■ **What to do**:
Every line of the entries below that carries the string "Answer" should be copied.
-------- Source data --------
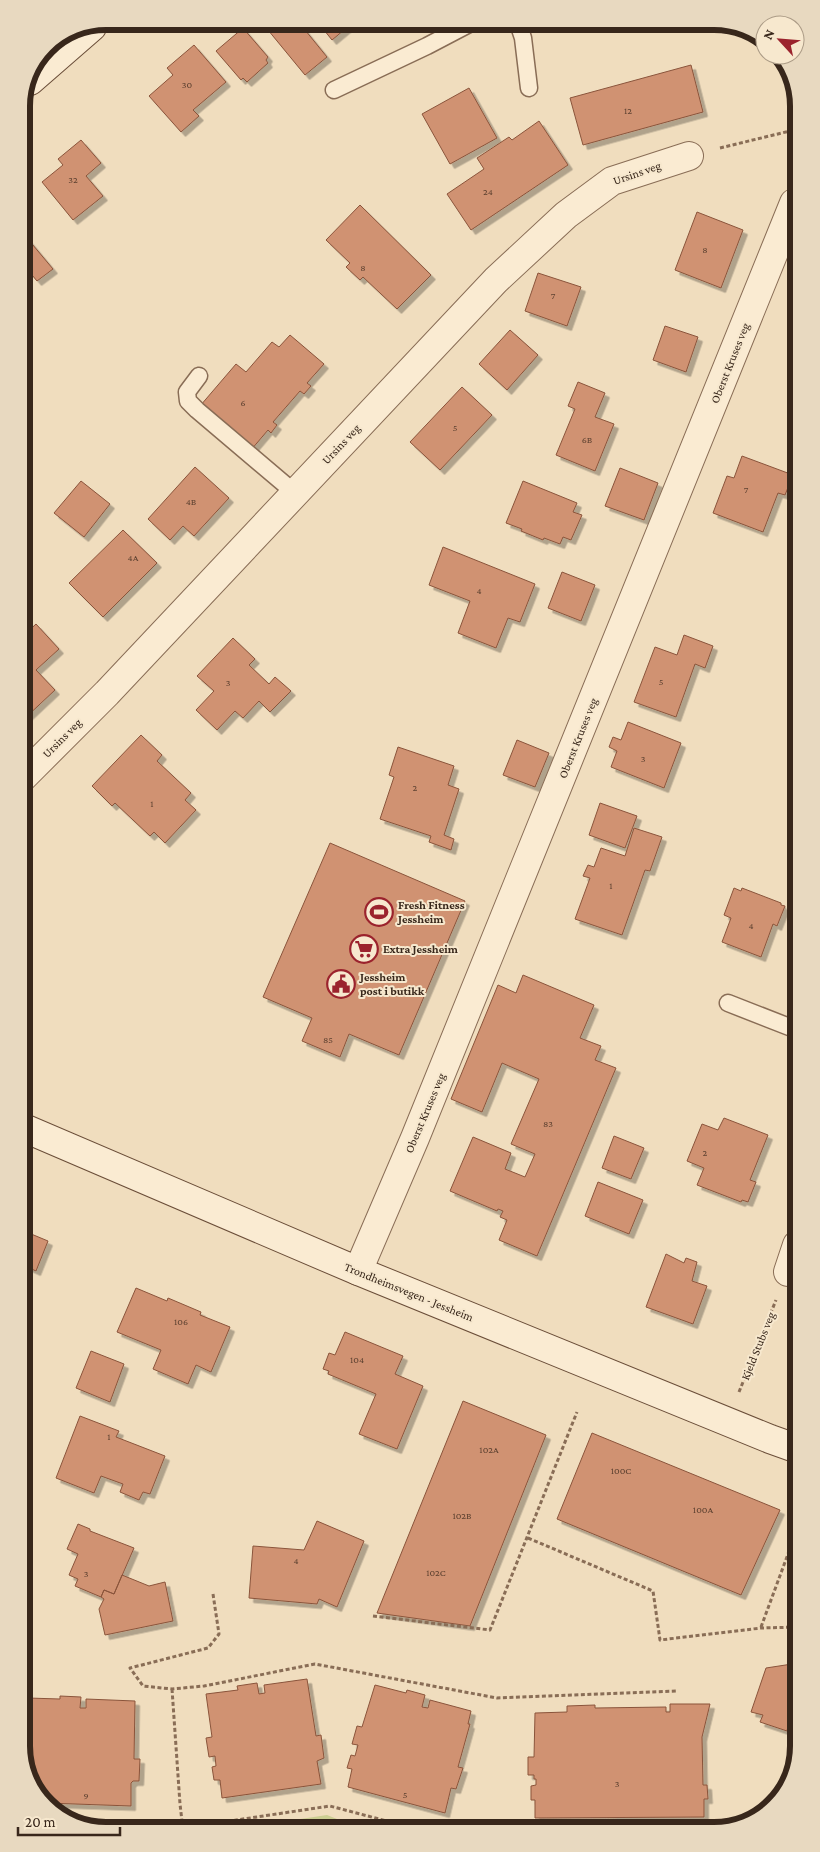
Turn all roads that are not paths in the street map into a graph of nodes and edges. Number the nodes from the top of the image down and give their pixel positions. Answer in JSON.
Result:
{"nodes":[{"id":1,"x":458,"y":30,"type":"edge"},
{"id":2,"x":521,"y":30,"type":"edge"},
{"id":3,"x":85,"y":33,"type":"edge"},
{"id":4,"x":37,"y":75,"type":"edge"},
{"id":5,"x":529,"y":88,"type":"dead end"},
{"id":6,"x":334,"y":90,"type":"dead end"},
{"id":7,"x":690,"y":156,"type":"road end"},
{"id":8,"x":790,"y":214,"type":"edge"},
{"id":9,"x":199,"y":376,"type":"dead end"},
{"id":10,"x":295,"y":493,"type":"junction"},
{"id":11,"x":30,"y":771,"type":"edge"},
{"id":12,"x":728,"y":1003,"type":"dead end"},
{"id":13,"x":790,"y":1027,"type":"edge"},
{"id":14,"x":30,"y":1131,"type":"edge"},
{"id":15,"x":790,"y":1266,"type":"edge"},
{"id":16,"x":358,"y":1271,"type":"junction"},
{"id":17,"x":788,"y":1272,"type":"road end"},
{"id":18,"x":790,"y":1446,"type":"edge"}],
"edges":[{"from":1,"to":6,"type":"lane"},
{"from":2,"to":5,"type":"lane"},
{"from":3,"to":4,"type":"street"},
{"from":7,"to":10,"type":"street","name":"Ursins veg"},
{"from":8,"to":16,"type":"street","name":"Oberst Kruses veg"},
{"from":9,"to":10,"type":"lane"},
{"from":10,"to":11,"type":"street","name":"Ursins veg"},
{"from":12,"to":13,"type":"lane"},
{"from":14,"to":16,"type":"street","name":"Trondheimsvegen - Jessheim"},
{"from":15,"to":17,"type":"street"},
{"from":16,"to":18,"type":"street","name":"Trondheimsvegen - Jessheim"}]}
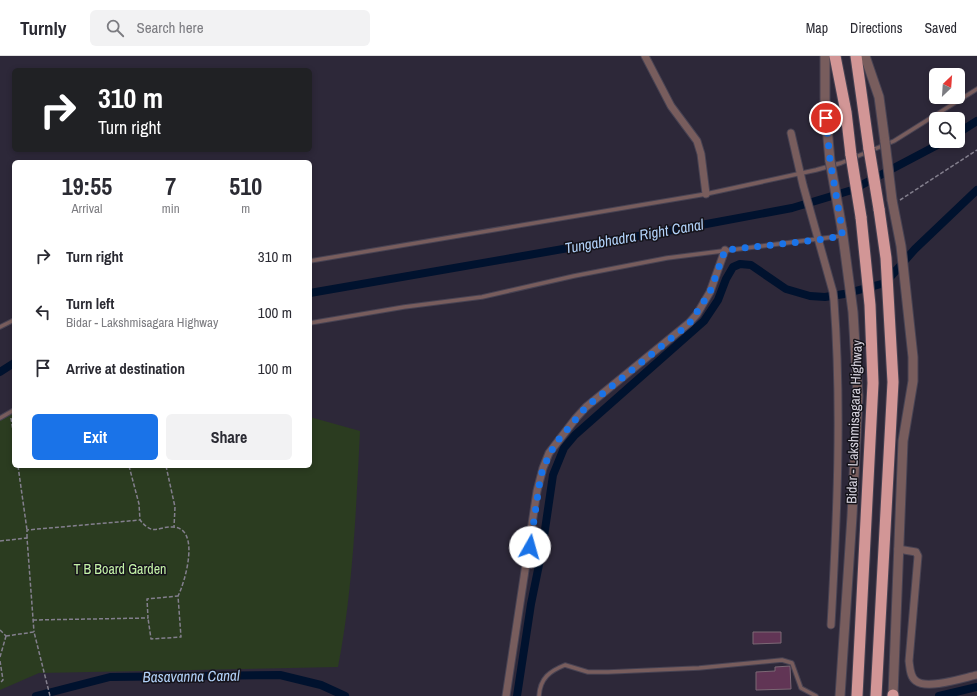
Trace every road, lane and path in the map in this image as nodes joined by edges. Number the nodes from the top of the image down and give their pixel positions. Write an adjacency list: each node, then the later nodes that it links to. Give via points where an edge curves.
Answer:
1 (646, 56): 10 (street, via 671,106 697,142)
2 (825, 56): 12 (street, Bidar - Lakshmisagara Highway, bridge, via 825,104 830,160)
3 (835, 56): 46 (highway, Bidar - Lakshmisagara Highway, bridge, via 846,112 867,273 873,383)
4 (856, 56): 47 (highway, bridge, via 886,258 893,382)
5 (865, 56): 11 (street, bridge, via 879,97)
6 (977, 89): 9 (lane, via 894,142 841,163)
7 (791, 133): 9 (street)
8 (977, 150): 11 (path)
9 (800, 174): 10 (lane); 13 (street)
10 (706, 194): 15 (lane)
11 (893, 202): 29 (street, via 911,334 913,381 903,441)
12 (842, 232): 13 (lane); 45 (street, Bidar - Lakshmisagara Highway, via 853,312 858,396)
13 (818, 240): 14 (lane); 33 (street, via 834,301 837,527)
14 (725, 250): 17 (lane, via 667,258 482,297 391,308); 42 (street, via 710,292 689,324 586,407 549,453 538,491)
15 (312, 261)
16 (12, 321): 18 (lane)
17 (312, 323)
18 (0, 327)
19 (12, 411): 20 (lane)
20 (0, 418)
21 (18, 468): 26 (path)
22 (130, 468): 24 (path)
23 (166, 468): 25 (path, via 175,507)
24 (140, 520): 25 (path, via 156,531); 26 (path)
25 (174, 527): 30 (path, via 183,531 189,543 187,572)
26 (27, 530): 27 (path)
27 (27, 538): 28 (path); 32 (path)
28 (0, 541)
29 (898, 549): 39 (street, via 913,550 918,556 909,662 913,678 917,682 929,685); 48 (street)
30 (178, 596): 31 (path, via 147,599); 31 (path, via 181,637 151,639)
31 (148, 618): 32 (path)
32 (33, 620): 35 (path)
33 (832, 625)
34 (0, 630): 36 (path)
35 (34, 632): 36 (path); 41 (path)
36 (6, 636): 37 (path)
37 (0, 657)
38 (0, 661): 40 (path, via 3,680)
39 (977, 675)
40 (0, 683)
41 (50, 696)
42 (506, 696)
43 (539, 696): 44 (lane, via 541,683 545,677 565,665 588,672 608,672 699,668 782,660 792,663 802,688)
44 (816, 696)
45 (840, 696)
46 (857, 696)
47 (876, 696)
48 (893, 696)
--------
■ **Response**:
Turn all roads that are not paths in the street map into a graph of nodes and edges. Number the nodes from the top of the image down and give their pixel positions. Answer in JSON.
Answer:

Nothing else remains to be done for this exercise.